START DATA RECORDS

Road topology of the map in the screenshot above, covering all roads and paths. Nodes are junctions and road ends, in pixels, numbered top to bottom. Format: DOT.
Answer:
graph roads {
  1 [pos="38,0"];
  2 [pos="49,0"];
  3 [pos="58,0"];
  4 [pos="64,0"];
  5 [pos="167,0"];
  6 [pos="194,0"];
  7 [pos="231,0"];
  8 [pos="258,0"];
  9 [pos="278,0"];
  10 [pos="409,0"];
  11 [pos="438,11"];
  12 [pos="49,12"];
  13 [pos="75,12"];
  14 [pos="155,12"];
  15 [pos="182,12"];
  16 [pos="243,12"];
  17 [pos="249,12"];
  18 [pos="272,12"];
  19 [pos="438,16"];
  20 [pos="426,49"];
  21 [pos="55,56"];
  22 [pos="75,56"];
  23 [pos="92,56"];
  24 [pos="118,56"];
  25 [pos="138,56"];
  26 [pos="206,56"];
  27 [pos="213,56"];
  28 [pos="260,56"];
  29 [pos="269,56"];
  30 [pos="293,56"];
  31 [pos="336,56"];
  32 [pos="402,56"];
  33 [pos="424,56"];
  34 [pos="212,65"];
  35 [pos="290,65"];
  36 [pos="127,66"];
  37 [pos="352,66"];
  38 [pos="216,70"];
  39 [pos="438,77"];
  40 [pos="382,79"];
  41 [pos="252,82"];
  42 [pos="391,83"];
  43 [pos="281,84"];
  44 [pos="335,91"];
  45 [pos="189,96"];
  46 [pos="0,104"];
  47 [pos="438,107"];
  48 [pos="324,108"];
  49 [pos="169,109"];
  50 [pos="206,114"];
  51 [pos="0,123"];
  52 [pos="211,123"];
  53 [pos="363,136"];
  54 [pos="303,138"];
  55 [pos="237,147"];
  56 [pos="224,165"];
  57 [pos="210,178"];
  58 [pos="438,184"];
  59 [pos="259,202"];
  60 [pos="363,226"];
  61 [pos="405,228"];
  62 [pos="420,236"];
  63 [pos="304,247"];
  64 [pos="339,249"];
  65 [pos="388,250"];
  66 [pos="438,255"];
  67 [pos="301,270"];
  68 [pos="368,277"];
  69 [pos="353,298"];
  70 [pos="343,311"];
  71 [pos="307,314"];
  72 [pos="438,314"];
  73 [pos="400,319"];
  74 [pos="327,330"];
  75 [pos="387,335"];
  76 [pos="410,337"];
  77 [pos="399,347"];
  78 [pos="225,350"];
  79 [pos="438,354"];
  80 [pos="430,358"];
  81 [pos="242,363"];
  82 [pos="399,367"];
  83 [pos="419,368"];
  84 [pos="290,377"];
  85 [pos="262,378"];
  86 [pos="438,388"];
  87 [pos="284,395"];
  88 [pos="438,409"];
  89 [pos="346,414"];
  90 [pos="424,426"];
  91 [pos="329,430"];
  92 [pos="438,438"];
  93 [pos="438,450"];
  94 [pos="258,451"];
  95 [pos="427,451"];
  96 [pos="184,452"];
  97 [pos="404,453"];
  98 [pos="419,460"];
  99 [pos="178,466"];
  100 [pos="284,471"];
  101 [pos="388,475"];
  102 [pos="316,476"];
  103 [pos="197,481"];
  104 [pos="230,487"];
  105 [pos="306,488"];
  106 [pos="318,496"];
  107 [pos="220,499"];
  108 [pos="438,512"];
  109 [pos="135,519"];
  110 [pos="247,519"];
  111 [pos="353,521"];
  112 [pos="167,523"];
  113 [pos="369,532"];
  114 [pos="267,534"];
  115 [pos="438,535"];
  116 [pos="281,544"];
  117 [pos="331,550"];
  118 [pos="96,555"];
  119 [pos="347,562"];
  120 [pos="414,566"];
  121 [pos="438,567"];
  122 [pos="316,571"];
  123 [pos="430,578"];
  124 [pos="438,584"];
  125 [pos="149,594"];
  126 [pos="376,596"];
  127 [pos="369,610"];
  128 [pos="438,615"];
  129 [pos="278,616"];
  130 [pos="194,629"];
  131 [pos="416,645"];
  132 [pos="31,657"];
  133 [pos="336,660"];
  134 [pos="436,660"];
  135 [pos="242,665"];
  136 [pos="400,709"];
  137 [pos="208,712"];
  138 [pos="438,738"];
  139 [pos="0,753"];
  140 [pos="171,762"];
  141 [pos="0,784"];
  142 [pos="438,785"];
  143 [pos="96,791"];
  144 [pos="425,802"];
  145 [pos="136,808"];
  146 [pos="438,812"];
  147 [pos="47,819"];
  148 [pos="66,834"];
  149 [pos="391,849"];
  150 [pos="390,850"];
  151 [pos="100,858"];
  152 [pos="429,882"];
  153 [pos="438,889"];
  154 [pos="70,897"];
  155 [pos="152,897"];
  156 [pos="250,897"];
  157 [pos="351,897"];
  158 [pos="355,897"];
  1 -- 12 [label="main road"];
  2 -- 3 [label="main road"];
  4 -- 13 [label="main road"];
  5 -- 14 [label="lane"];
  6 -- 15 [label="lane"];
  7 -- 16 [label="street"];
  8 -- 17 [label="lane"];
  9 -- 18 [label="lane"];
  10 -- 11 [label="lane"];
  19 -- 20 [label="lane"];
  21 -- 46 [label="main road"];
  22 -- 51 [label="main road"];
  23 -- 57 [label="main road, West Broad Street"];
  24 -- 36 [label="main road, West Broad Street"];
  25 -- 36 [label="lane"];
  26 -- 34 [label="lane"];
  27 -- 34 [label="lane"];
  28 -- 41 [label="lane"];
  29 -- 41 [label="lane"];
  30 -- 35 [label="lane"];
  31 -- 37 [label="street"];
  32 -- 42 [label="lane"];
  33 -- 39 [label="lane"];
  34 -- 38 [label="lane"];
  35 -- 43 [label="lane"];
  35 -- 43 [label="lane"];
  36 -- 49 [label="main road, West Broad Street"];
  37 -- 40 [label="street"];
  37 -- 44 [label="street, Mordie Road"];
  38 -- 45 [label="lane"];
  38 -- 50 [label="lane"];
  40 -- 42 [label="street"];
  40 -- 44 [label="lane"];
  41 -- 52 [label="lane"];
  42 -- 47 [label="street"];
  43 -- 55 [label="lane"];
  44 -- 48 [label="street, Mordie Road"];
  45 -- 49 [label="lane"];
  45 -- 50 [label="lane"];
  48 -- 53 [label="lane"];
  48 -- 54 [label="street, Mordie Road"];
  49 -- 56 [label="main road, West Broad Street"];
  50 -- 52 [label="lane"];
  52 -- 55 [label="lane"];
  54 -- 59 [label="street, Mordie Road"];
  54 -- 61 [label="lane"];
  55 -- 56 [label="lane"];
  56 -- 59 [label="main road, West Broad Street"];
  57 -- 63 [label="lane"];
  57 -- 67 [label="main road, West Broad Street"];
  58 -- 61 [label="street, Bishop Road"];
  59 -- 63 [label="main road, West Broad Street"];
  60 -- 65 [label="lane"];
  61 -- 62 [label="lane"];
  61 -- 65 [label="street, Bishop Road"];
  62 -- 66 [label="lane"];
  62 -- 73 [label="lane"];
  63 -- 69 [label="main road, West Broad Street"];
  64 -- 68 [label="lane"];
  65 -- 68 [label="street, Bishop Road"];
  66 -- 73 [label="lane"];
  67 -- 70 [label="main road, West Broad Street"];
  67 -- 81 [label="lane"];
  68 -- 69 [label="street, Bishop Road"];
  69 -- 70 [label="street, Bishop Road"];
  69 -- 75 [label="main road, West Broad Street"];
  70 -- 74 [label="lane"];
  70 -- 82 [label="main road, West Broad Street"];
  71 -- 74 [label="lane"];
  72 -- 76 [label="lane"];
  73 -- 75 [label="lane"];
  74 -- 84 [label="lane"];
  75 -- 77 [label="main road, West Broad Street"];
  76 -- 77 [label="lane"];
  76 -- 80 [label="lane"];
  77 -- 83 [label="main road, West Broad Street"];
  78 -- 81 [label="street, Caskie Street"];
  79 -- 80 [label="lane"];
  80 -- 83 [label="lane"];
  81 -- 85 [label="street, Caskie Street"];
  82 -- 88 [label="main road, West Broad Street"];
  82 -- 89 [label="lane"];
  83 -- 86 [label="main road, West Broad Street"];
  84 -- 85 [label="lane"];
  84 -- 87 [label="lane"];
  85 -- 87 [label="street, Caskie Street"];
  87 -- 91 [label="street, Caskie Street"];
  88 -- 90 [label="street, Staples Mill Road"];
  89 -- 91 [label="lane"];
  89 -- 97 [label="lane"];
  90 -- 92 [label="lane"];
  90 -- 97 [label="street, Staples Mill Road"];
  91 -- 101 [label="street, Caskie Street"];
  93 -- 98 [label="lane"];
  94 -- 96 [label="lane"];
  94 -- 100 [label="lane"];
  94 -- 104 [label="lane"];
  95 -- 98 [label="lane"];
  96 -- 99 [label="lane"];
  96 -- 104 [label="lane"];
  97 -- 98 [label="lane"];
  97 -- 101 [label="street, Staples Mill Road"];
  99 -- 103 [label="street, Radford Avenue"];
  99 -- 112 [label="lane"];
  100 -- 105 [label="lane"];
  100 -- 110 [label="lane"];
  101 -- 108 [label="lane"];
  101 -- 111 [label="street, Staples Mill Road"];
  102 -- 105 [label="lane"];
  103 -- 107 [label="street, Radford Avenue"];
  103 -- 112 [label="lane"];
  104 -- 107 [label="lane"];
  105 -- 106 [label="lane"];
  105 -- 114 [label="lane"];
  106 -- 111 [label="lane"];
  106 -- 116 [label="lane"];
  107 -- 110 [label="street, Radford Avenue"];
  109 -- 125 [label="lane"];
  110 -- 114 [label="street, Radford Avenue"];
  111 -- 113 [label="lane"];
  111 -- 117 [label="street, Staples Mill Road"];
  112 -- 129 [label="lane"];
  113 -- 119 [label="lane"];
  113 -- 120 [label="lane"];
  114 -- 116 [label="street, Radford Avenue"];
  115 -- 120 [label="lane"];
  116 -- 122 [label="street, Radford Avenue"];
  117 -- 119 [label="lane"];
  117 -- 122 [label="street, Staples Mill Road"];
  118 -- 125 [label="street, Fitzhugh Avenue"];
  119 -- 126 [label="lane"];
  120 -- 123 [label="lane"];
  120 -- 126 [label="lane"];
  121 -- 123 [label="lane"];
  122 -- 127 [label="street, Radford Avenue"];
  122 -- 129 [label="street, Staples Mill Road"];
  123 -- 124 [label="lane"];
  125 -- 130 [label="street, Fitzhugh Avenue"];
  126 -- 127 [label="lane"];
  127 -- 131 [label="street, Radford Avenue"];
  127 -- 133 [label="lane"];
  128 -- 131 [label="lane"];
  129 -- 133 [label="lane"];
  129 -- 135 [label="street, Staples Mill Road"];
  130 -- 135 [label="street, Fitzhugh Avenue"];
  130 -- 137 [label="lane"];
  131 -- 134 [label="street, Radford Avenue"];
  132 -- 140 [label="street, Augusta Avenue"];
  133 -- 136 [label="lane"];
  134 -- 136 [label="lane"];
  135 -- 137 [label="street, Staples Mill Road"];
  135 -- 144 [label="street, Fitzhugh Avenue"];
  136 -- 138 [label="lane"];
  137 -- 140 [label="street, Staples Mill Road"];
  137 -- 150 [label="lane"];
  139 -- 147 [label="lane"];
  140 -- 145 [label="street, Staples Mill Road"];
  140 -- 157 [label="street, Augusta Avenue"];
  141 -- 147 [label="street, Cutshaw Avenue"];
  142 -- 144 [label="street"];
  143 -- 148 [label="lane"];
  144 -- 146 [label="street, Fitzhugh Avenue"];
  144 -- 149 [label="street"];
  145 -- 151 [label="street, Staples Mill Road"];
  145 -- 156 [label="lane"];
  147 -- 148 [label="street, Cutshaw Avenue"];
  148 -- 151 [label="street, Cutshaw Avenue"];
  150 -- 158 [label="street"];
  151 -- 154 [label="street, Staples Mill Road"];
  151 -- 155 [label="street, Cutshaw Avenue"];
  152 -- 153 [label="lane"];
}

END DATA RECORDS

ASSIGNED TASK: From the entries, give the number of lines where the string "Fitzhugh" is found, and nothing else.

SOLUTION FOR THIS PROBLEM: 5